→ The problem: What is needed here is an exact copy of every record below.

[Stored data entries]

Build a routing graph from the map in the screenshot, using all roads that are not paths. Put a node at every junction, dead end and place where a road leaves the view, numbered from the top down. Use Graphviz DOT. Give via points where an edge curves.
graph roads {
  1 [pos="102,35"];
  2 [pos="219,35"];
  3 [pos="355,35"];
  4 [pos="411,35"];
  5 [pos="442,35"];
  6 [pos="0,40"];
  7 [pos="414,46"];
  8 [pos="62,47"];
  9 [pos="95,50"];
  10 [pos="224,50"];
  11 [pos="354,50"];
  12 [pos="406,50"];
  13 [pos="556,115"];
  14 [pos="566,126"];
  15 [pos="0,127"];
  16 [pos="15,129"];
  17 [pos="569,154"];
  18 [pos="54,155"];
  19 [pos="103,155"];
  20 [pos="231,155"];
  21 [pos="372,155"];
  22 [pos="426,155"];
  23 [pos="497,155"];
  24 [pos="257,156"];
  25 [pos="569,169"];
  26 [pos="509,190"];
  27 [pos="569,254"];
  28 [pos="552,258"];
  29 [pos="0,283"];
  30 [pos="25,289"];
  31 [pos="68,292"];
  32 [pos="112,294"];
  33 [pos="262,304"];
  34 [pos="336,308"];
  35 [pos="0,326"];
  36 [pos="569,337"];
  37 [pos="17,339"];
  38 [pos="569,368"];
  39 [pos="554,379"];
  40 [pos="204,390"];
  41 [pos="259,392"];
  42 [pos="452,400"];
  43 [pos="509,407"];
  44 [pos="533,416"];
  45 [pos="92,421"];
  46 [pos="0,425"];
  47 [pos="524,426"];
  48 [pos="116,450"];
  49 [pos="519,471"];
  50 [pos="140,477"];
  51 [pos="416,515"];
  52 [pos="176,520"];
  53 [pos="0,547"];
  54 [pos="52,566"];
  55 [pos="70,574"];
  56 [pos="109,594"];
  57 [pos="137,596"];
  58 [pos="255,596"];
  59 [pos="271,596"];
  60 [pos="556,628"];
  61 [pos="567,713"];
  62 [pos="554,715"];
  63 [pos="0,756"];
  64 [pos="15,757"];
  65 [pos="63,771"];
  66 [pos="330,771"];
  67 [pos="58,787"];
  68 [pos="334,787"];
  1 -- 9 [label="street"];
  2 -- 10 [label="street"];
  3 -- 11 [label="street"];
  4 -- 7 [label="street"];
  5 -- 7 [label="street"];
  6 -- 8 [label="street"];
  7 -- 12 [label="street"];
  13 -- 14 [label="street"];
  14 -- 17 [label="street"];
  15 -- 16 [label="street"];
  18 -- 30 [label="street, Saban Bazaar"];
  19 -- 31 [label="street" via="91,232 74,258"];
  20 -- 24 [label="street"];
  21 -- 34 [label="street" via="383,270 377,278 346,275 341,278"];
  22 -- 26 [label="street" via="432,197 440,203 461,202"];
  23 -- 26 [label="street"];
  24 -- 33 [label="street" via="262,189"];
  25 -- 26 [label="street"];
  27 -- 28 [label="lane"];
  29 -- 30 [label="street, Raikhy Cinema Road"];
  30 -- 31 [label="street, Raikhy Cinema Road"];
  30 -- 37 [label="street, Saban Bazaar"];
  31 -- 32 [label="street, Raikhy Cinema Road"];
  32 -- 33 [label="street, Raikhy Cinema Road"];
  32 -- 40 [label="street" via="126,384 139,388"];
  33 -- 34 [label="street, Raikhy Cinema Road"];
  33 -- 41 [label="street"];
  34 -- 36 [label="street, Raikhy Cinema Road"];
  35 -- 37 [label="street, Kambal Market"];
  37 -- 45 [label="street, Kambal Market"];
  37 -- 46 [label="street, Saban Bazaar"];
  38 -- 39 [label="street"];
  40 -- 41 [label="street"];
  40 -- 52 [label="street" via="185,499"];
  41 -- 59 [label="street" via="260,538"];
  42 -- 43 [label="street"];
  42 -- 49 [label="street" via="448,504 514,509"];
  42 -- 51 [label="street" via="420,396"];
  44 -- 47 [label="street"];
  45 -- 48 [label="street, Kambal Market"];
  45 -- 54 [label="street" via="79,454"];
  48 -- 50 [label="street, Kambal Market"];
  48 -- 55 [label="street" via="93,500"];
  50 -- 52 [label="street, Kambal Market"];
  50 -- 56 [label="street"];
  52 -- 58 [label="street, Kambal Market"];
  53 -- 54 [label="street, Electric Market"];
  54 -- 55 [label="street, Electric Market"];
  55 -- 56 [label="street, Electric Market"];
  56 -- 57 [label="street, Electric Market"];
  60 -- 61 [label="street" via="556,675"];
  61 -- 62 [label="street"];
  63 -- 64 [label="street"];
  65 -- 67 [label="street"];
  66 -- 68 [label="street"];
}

→ Answer to this problem:
Build a routing graph from the map in the screenshot, using all roads that are not paths. Put a node at every junction, dead end and place where a road leaves the view, numbered from the top down. Use Graphviz DOT. Give via points where an edge curves.
graph roads {
  1 [pos="102,35"];
  2 [pos="219,35"];
  3 [pos="355,35"];
  4 [pos="411,35"];
  5 [pos="442,35"];
  6 [pos="0,40"];
  7 [pos="414,46"];
  8 [pos="62,47"];
  9 [pos="95,50"];
  10 [pos="224,50"];
  11 [pos="354,50"];
  12 [pos="406,50"];
  13 [pos="556,115"];
  14 [pos="566,126"];
  15 [pos="0,127"];
  16 [pos="15,129"];
  17 [pos="569,154"];
  18 [pos="54,155"];
  19 [pos="103,155"];
  20 [pos="231,155"];
  21 [pos="372,155"];
  22 [pos="426,155"];
  23 [pos="497,155"];
  24 [pos="257,156"];
  25 [pos="569,169"];
  26 [pos="509,190"];
  27 [pos="569,254"];
  28 [pos="552,258"];
  29 [pos="0,283"];
  30 [pos="25,289"];
  31 [pos="68,292"];
  32 [pos="112,294"];
  33 [pos="262,304"];
  34 [pos="336,308"];
  35 [pos="0,326"];
  36 [pos="569,337"];
  37 [pos="17,339"];
  38 [pos="569,368"];
  39 [pos="554,379"];
  40 [pos="204,390"];
  41 [pos="259,392"];
  42 [pos="452,400"];
  43 [pos="509,407"];
  44 [pos="533,416"];
  45 [pos="92,421"];
  46 [pos="0,425"];
  47 [pos="524,426"];
  48 [pos="116,450"];
  49 [pos="519,471"];
  50 [pos="140,477"];
  51 [pos="416,515"];
  52 [pos="176,520"];
  53 [pos="0,547"];
  54 [pos="52,566"];
  55 [pos="70,574"];
  56 [pos="109,594"];
  57 [pos="137,596"];
  58 [pos="255,596"];
  59 [pos="271,596"];
  60 [pos="556,628"];
  61 [pos="567,713"];
  62 [pos="554,715"];
  63 [pos="0,756"];
  64 [pos="15,757"];
  65 [pos="63,771"];
  66 [pos="330,771"];
  67 [pos="58,787"];
  68 [pos="334,787"];
  1 -- 9 [label="street"];
  2 -- 10 [label="street"];
  3 -- 11 [label="street"];
  4 -- 7 [label="street"];
  5 -- 7 [label="street"];
  6 -- 8 [label="street"];
  7 -- 12 [label="street"];
  13 -- 14 [label="street"];
  14 -- 17 [label="street"];
  15 -- 16 [label="street"];
  18 -- 30 [label="street, Saban Bazaar"];
  19 -- 31 [label="street" via="91,232 74,258"];
  20 -- 24 [label="street"];
  21 -- 34 [label="street" via="383,270 377,278 346,275 341,278"];
  22 -- 26 [label="street" via="432,197 440,203 461,202"];
  23 -- 26 [label="street"];
  24 -- 33 [label="street" via="262,189"];
  25 -- 26 [label="street"];
  27 -- 28 [label="lane"];
  29 -- 30 [label="street, Raikhy Cinema Road"];
  30 -- 31 [label="street, Raikhy Cinema Road"];
  30 -- 37 [label="street, Saban Bazaar"];
  31 -- 32 [label="street, Raikhy Cinema Road"];
  32 -- 33 [label="street, Raikhy Cinema Road"];
  32 -- 40 [label="street" via="126,384 139,388"];
  33 -- 34 [label="street, Raikhy Cinema Road"];
  33 -- 41 [label="street"];
  34 -- 36 [label="street, Raikhy Cinema Road"];
  35 -- 37 [label="street, Kambal Market"];
  37 -- 45 [label="street, Kambal Market"];
  37 -- 46 [label="street, Saban Bazaar"];
  38 -- 39 [label="street"];
  40 -- 41 [label="street"];
  40 -- 52 [label="street" via="185,499"];
  41 -- 59 [label="street" via="260,538"];
  42 -- 43 [label="street"];
  42 -- 49 [label="street" via="448,504 514,509"];
  42 -- 51 [label="street" via="420,396"];
  44 -- 47 [label="street"];
  45 -- 48 [label="street, Kambal Market"];
  45 -- 54 [label="street" via="79,454"];
  48 -- 50 [label="street, Kambal Market"];
  48 -- 55 [label="street" via="93,500"];
  50 -- 52 [label="street, Kambal Market"];
  50 -- 56 [label="street"];
  52 -- 58 [label="street, Kambal Market"];
  53 -- 54 [label="street, Electric Market"];
  54 -- 55 [label="street, Electric Market"];
  55 -- 56 [label="street, Electric Market"];
  56 -- 57 [label="street, Electric Market"];
  60 -- 61 [label="street" via="556,675"];
  61 -- 62 [label="street"];
  63 -- 64 [label="street"];
  65 -- 67 [label="street"];
  66 -- 68 [label="street"];
}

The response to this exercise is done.